#### Your assignment:
The lines to reproduce run from the first one below to the line containing "Annotation task. Parse", both included. Reproduce them exactly and nothing else.
__________
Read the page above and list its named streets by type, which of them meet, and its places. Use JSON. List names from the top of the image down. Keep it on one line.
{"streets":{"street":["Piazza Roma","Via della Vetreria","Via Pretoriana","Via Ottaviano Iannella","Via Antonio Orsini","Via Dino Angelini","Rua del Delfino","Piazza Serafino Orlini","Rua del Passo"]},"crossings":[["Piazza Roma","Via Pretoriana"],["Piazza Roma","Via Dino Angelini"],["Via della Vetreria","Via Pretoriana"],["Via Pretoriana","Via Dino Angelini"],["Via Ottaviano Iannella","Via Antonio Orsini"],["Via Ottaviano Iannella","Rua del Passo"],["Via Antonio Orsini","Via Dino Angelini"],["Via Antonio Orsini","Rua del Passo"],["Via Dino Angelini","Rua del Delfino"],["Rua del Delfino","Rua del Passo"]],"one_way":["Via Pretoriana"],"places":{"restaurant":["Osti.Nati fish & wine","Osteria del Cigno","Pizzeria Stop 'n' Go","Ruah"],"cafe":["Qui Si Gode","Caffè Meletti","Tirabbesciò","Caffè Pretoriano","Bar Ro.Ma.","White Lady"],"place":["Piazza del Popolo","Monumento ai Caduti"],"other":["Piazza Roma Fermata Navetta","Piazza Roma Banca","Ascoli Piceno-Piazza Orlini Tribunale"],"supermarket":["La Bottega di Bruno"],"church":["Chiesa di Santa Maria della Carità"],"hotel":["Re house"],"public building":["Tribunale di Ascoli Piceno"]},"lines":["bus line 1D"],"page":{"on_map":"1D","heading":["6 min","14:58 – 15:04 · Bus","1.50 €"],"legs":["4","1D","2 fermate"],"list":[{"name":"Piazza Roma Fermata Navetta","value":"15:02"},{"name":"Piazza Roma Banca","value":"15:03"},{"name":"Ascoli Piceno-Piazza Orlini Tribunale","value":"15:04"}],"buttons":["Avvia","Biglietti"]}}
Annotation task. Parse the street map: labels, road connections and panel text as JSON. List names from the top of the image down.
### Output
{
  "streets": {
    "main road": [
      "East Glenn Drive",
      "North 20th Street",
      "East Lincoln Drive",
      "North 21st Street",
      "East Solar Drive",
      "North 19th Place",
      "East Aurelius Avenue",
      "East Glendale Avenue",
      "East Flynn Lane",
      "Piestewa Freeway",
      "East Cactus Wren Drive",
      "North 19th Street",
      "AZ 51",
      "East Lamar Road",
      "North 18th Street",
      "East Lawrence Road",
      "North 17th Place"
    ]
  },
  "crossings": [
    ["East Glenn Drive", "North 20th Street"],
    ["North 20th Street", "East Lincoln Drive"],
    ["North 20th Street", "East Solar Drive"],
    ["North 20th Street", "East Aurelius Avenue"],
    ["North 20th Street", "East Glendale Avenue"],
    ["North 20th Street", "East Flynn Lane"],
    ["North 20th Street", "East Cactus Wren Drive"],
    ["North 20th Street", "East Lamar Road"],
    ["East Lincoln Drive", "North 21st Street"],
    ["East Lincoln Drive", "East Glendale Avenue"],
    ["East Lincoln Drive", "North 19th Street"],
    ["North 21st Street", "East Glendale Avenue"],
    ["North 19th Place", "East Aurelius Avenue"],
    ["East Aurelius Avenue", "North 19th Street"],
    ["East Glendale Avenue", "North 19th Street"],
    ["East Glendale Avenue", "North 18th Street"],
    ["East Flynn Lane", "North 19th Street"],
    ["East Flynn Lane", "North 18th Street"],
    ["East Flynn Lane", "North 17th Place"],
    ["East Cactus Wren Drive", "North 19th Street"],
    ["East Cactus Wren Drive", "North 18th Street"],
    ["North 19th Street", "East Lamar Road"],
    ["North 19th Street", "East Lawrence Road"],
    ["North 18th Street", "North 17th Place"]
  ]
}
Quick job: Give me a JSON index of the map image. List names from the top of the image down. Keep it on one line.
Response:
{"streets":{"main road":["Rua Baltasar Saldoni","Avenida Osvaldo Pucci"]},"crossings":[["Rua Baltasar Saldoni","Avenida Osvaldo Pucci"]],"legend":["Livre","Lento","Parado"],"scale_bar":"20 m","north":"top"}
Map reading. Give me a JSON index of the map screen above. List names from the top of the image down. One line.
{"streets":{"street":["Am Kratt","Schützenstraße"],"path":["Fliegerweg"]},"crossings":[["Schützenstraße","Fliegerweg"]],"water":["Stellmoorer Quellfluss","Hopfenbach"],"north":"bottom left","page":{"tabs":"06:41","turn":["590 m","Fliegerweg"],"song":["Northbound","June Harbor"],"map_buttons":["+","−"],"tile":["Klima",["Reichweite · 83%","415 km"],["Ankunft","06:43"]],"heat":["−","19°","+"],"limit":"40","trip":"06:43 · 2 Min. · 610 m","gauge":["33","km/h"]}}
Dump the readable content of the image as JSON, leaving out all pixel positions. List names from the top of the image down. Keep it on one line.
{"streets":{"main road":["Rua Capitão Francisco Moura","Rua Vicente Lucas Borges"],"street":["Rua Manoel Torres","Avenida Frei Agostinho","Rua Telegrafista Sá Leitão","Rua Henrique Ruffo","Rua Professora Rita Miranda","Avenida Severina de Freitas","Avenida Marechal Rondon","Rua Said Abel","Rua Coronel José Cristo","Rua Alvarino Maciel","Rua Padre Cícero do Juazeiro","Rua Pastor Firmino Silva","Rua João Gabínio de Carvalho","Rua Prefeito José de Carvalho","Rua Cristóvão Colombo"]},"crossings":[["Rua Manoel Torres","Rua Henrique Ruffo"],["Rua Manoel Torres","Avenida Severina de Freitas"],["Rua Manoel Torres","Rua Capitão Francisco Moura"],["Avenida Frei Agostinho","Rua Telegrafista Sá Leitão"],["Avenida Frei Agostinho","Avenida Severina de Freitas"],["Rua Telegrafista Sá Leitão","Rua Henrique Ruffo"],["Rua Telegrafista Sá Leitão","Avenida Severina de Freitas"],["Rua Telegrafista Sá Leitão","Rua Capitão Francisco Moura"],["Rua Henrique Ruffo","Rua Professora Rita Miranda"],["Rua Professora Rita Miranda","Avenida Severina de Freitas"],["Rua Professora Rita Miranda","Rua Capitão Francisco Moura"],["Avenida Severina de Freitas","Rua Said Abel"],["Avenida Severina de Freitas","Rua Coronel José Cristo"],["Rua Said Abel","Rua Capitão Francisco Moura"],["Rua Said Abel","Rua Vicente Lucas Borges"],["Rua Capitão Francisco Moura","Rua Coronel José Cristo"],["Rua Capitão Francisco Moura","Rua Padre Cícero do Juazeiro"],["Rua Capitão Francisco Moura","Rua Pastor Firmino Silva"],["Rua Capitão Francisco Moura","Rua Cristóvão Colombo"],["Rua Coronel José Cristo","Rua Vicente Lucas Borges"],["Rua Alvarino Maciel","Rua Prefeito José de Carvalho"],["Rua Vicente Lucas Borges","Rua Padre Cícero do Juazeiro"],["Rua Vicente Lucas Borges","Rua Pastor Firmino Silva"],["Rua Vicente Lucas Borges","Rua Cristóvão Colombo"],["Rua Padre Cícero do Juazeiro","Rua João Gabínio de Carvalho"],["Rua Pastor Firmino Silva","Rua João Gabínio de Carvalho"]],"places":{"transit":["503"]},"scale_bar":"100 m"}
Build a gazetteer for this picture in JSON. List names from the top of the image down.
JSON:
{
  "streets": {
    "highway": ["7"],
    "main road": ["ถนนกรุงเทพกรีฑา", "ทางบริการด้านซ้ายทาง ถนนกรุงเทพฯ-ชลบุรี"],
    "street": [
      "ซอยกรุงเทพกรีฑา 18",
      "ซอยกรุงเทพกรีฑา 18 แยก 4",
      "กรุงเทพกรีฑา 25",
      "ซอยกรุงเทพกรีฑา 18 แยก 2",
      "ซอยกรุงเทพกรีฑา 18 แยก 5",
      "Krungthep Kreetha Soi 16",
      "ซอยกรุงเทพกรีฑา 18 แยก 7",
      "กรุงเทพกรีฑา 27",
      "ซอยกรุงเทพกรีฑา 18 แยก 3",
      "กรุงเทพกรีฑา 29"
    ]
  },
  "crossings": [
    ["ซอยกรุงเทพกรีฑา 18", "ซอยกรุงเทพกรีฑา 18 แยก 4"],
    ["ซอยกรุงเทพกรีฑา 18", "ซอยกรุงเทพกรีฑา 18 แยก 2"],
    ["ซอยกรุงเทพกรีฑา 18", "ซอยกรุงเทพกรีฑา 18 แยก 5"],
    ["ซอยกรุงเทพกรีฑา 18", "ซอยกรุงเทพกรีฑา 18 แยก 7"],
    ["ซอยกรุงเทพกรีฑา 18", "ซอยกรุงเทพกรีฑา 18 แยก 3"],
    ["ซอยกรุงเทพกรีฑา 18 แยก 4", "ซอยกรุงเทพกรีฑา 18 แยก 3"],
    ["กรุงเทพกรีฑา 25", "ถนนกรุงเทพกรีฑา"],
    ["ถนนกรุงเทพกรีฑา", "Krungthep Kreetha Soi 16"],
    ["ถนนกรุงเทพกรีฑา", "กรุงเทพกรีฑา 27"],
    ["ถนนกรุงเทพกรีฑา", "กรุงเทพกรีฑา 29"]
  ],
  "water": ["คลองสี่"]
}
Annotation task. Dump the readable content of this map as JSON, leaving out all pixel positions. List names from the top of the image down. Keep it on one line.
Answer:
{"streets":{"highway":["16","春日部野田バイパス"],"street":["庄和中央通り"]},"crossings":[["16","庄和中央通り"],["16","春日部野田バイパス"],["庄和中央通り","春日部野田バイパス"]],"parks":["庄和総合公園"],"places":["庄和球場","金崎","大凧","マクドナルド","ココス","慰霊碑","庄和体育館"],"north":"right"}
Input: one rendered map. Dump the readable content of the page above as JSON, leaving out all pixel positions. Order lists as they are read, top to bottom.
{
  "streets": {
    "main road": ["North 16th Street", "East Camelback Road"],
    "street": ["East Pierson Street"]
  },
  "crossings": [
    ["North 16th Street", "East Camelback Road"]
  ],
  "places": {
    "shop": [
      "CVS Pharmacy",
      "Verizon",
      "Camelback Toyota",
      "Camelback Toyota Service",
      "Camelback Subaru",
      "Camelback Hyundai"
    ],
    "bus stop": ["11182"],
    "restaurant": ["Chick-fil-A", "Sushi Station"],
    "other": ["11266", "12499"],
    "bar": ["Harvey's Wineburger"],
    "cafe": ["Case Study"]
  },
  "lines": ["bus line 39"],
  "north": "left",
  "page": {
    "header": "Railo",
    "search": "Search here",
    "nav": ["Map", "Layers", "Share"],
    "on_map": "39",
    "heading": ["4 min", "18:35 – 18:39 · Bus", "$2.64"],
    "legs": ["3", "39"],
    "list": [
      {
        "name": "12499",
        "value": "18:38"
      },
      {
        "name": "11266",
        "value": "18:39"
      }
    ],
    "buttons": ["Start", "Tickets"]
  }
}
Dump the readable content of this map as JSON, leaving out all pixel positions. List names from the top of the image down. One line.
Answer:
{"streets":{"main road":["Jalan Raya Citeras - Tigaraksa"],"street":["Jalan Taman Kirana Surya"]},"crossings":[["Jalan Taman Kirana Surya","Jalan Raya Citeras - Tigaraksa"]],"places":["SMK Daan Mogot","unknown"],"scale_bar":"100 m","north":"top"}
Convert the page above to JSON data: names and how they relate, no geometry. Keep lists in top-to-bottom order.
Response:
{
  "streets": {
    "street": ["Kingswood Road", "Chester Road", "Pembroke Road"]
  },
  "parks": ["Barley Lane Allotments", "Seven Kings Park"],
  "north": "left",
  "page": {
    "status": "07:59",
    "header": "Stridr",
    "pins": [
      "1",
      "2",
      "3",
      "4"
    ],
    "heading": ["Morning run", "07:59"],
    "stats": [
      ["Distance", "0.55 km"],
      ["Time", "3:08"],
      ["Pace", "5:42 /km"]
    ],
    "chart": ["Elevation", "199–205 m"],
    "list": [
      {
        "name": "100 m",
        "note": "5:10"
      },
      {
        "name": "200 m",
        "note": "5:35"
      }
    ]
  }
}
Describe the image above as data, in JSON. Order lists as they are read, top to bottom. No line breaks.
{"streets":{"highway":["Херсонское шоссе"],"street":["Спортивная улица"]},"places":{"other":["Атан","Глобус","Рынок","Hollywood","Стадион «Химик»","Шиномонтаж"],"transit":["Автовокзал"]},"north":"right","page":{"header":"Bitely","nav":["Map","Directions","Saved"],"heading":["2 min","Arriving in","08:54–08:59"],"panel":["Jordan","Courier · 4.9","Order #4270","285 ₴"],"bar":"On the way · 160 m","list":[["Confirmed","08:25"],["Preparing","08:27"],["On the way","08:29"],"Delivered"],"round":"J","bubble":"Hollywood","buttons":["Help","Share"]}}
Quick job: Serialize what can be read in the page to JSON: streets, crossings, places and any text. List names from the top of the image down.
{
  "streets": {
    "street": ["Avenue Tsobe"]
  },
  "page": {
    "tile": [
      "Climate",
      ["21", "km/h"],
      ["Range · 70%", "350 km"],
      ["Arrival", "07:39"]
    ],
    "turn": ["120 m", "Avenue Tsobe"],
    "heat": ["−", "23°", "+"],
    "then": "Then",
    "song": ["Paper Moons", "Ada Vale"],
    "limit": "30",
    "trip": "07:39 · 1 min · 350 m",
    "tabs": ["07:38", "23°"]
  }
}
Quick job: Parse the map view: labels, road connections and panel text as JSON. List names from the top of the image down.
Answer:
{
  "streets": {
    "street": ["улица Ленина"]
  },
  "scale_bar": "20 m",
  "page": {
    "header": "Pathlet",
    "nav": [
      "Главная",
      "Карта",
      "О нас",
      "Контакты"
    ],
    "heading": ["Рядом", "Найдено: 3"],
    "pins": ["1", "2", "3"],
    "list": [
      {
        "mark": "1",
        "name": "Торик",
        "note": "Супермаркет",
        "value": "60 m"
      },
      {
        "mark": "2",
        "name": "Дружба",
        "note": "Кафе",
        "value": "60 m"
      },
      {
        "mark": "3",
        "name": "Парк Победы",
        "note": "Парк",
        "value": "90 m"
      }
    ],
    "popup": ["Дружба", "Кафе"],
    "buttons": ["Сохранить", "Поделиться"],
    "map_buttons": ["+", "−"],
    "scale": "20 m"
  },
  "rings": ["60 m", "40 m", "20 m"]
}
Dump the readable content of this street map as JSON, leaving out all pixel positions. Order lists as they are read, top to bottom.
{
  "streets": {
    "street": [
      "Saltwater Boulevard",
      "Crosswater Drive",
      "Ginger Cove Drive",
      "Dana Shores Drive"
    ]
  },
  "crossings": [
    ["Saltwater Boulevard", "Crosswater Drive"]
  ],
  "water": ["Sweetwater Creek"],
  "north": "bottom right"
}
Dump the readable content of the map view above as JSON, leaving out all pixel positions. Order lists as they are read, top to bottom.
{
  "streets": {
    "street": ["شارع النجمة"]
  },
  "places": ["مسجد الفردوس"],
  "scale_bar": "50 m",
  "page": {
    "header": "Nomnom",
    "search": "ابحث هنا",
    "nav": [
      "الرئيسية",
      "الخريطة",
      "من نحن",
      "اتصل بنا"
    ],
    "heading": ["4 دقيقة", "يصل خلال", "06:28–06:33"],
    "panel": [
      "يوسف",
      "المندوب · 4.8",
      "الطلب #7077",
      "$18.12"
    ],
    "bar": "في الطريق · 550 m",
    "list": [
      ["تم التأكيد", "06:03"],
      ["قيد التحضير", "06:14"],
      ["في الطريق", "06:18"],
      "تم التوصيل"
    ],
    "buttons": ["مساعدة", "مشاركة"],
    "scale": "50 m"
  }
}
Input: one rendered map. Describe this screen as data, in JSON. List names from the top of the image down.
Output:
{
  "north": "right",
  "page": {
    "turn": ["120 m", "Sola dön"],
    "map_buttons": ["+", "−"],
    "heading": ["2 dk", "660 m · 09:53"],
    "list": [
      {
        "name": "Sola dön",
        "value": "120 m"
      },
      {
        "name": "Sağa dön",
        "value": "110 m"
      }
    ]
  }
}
__________
#### Answer box:
Read the page above and list its named streets by type, which of them meet, and its places. Use JSON. List names from the top of the image down. Keep it on one line.
{"streets":{"street":["Piazza Roma","Via della Vetreria","Via Pretoriana","Via Ottaviano Iannella","Via Antonio Orsini","Via Dino Angelini","Rua del Delfino","Piazza Serafino Orlini","Rua del Passo"]},"crossings":[["Piazza Roma","Via Pretoriana"],["Piazza Roma","Via Dino Angelini"],["Via della Vetreria","Via Pretoriana"],["Via Pretoriana","Via Dino Angelini"],["Via Ottaviano Iannella","Via Antonio Orsini"],["Via Ottaviano Iannella","Rua del Passo"],["Via Antonio Orsini","Via Dino Angelini"],["Via Antonio Orsini","Rua del Passo"],["Via Dino Angelini","Rua del Delfino"],["Rua del Delfino","Rua del Passo"]],"one_way":["Via Pretoriana"],"places":{"restaurant":["Osti.Nati fish & wine","Osteria del Cigno","Pizzeria Stop 'n' Go","Ruah"],"cafe":["Qui Si Gode","Caffè Meletti","Tirabbesciò","Caffè Pretoriano","Bar Ro.Ma.","White Lady"],"place":["Piazza del Popolo","Monumento ai Caduti"],"other":["Piazza Roma Fermata Navetta","Piazza Roma Banca","Ascoli Piceno-Piazza Orlini Tribunale"],"supermarket":["La Bottega di Bruno"],"church":["Chiesa di Santa Maria della Carità"],"hotel":["Re house"],"public building":["Tribunale di Ascoli Piceno"]},"lines":["bus line 1D"],"page":{"on_map":"1D","heading":["6 min","14:58 – 15:04 · Bus","1.50 €"],"legs":["4","1D","2 fermate"],"list":[{"name":"Piazza Roma Fermata Navetta","value":"15:02"},{"name":"Piazza Roma Banca","value":"15:03"},{"name":"Ascoli Piceno-Piazza Orlini Tribunale","value":"15:04"}],"buttons":["Avvia","Biglietti"]}}
Annotation task. Parse the street map: labels, road connections and panel text as JSON. List names from the top of the image down.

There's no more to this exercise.